Given entries Start Marker

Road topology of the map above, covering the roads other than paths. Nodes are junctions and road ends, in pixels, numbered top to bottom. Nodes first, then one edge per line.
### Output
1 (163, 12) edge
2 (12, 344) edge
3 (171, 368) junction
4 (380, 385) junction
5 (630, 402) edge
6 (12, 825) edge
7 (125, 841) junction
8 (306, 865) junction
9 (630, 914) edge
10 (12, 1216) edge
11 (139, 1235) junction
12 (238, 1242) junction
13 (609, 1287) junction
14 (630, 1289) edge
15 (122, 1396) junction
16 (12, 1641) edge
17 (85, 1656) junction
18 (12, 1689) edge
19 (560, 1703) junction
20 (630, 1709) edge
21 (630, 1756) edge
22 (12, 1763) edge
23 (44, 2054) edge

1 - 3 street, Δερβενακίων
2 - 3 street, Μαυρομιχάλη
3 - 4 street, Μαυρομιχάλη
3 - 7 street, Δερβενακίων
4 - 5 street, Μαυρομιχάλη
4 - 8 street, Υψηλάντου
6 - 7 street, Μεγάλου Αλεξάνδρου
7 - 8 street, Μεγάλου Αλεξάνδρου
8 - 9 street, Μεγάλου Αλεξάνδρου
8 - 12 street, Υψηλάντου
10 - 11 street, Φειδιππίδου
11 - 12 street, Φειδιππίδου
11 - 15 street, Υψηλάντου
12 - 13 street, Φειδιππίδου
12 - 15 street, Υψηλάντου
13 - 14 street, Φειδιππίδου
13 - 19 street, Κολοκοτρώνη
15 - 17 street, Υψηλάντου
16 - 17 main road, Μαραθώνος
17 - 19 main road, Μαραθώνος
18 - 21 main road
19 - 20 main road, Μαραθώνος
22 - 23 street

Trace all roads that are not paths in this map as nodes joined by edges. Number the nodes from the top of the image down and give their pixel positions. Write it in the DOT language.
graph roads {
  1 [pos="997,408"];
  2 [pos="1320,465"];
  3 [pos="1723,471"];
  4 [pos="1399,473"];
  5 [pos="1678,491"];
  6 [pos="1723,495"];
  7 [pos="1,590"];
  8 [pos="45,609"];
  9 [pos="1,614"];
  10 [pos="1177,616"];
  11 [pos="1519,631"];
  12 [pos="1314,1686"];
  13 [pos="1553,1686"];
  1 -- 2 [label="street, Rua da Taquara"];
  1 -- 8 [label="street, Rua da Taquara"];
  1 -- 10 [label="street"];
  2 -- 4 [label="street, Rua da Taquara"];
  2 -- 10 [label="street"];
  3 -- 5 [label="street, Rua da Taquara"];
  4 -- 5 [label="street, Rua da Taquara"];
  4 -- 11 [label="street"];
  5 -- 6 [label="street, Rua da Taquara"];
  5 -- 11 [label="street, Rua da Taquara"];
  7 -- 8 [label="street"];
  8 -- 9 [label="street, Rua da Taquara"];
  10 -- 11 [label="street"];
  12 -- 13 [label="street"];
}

Given entries End Marker

__Required action__.
Leave out every line before the one containing "Trace all roads". Transcribe that line and all lines after it through the end of the data above, exactly.

__Written reply__.
Trace all roads that are not paths in this map as nodes joined by edges. Number the nodes from the top of the image down and give their pixel positions. Write it in the DOT language.
graph roads {
  1 [pos="997,408"];
  2 [pos="1320,465"];
  3 [pos="1723,471"];
  4 [pos="1399,473"];
  5 [pos="1678,491"];
  6 [pos="1723,495"];
  7 [pos="1,590"];
  8 [pos="45,609"];
  9 [pos="1,614"];
  10 [pos="1177,616"];
  11 [pos="1519,631"];
  12 [pos="1314,1686"];
  13 [pos="1553,1686"];
  1 -- 2 [label="street, Rua da Taquara"];
  1 -- 8 [label="street, Rua da Taquara"];
  1 -- 10 [label="street"];
  2 -- 4 [label="street, Rua da Taquara"];
  2 -- 10 [label="street"];
  3 -- 5 [label="street, Rua da Taquara"];
  4 -- 5 [label="street, Rua da Taquara"];
  4 -- 11 [label="street"];
  5 -- 6 [label="street, Rua da Taquara"];
  5 -- 11 [label="street, Rua da Taquara"];
  7 -- 8 [label="street"];
  8 -- 9 [label="street, Rua da Taquara"];
  10 -- 11 [label="street"];
  12 -- 13 [label="street"];
}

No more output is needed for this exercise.